[WORK REQUIRED]
Could the entries below be reproduced exactly, with the images removed?

***** RECORD EXCERPTS

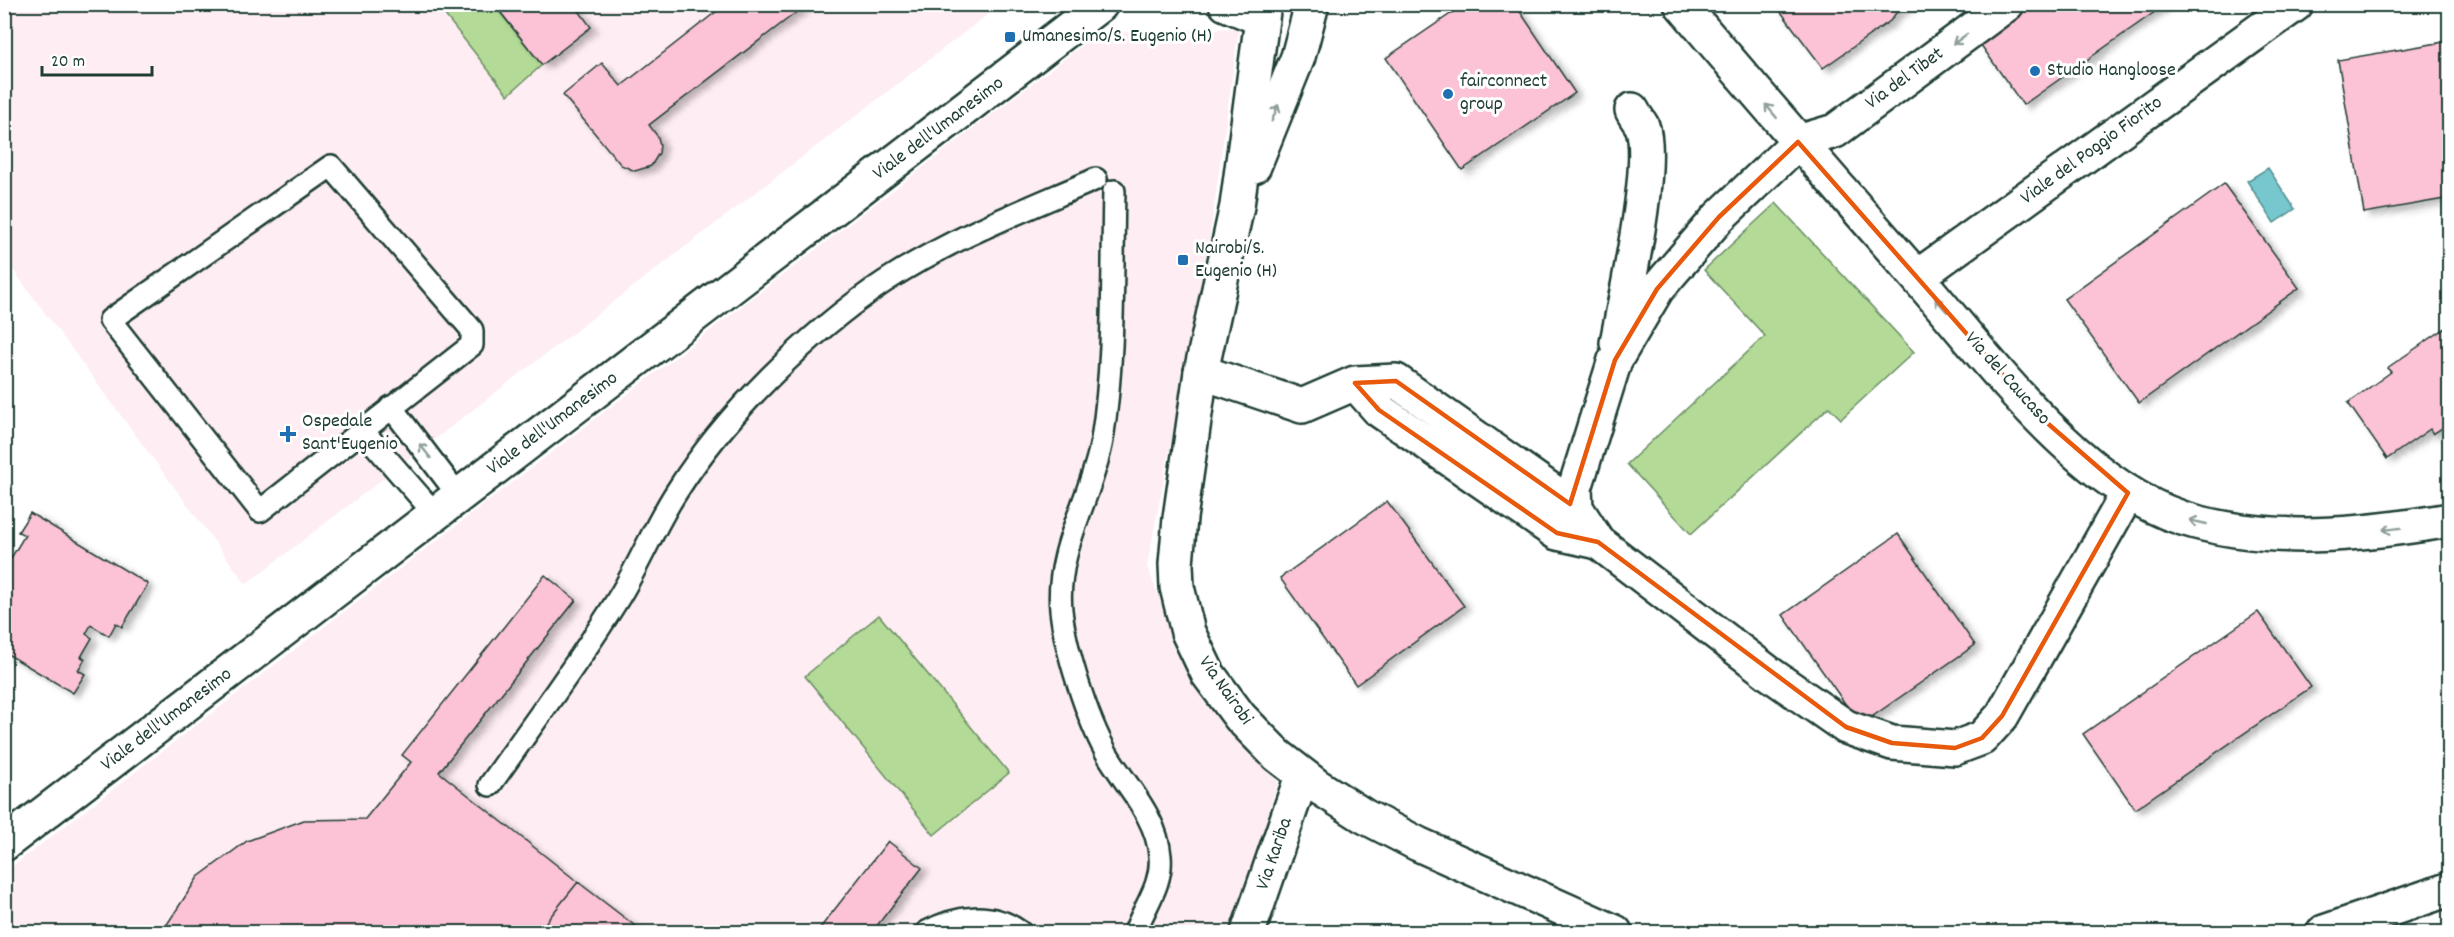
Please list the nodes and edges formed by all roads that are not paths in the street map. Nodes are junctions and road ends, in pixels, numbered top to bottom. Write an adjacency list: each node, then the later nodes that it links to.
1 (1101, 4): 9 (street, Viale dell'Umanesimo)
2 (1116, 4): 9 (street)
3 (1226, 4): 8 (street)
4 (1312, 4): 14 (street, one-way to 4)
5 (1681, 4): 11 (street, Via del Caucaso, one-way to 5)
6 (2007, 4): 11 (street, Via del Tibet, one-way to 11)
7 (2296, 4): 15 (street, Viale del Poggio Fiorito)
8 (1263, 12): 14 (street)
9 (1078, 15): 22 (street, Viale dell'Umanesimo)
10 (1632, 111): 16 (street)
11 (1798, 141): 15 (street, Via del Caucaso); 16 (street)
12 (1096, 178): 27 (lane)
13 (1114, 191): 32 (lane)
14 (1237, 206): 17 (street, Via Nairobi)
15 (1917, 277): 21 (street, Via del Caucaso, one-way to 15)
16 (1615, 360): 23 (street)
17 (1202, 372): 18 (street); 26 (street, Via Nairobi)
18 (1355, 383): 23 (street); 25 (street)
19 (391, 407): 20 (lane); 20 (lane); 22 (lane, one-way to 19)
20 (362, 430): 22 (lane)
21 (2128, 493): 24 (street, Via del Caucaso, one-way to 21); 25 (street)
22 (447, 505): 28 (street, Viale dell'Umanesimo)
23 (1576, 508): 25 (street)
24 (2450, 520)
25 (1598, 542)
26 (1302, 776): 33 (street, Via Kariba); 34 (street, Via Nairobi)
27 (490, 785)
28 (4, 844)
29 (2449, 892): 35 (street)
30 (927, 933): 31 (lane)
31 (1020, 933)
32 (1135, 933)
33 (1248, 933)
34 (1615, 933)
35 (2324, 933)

**********

[SOLUTION TO THIS TASK]
Please list the nodes and edges formed by all roads that are not paths in the street map. Nodes are junctions and road ends, in pixels, numbered top to bottom. Write an adjacency list: each node, then the later nodes that it links to.
1 (1101, 4): 9 (street, Viale dell'Umanesimo)
2 (1116, 4): 9 (street)
3 (1226, 4): 8 (street)
4 (1312, 4): 14 (street, one-way to 4)
5 (1681, 4): 11 (street, Via del Caucaso, one-way to 5)
6 (2007, 4): 11 (street, Via del Tibet, one-way to 11)
7 (2296, 4): 15 (street, Viale del Poggio Fiorito)
8 (1263, 12): 14 (street)
9 (1078, 15): 22 (street, Viale dell'Umanesimo)
10 (1632, 111): 16 (street)
11 (1798, 141): 15 (street, Via del Caucaso); 16 (street)
12 (1096, 178): 27 (lane)
13 (1114, 191): 32 (lane)
14 (1237, 206): 17 (street, Via Nairobi)
15 (1917, 277): 21 (street, Via del Caucaso, one-way to 15)
16 (1615, 360): 23 (street)
17 (1202, 372): 18 (street); 26 (street, Via Nairobi)
18 (1355, 383): 23 (street); 25 (street)
19 (391, 407): 20 (lane); 20 (lane); 22 (lane, one-way to 19)
20 (362, 430): 22 (lane)
21 (2128, 493): 24 (street, Via del Caucaso, one-way to 21); 25 (street)
22 (447, 505): 28 (street, Viale dell'Umanesimo)
23 (1576, 508): 25 (street)
24 (2450, 520)
25 (1598, 542)
26 (1302, 776): 33 (street, Via Kariba); 34 (street, Via Nairobi)
27 (490, 785)
28 (4, 844)
29 (2449, 892): 35 (street)
30 (927, 933): 31 (lane)
31 (1020, 933)
32 (1135, 933)
33 (1248, 933)
34 (1615, 933)
35 (2324, 933)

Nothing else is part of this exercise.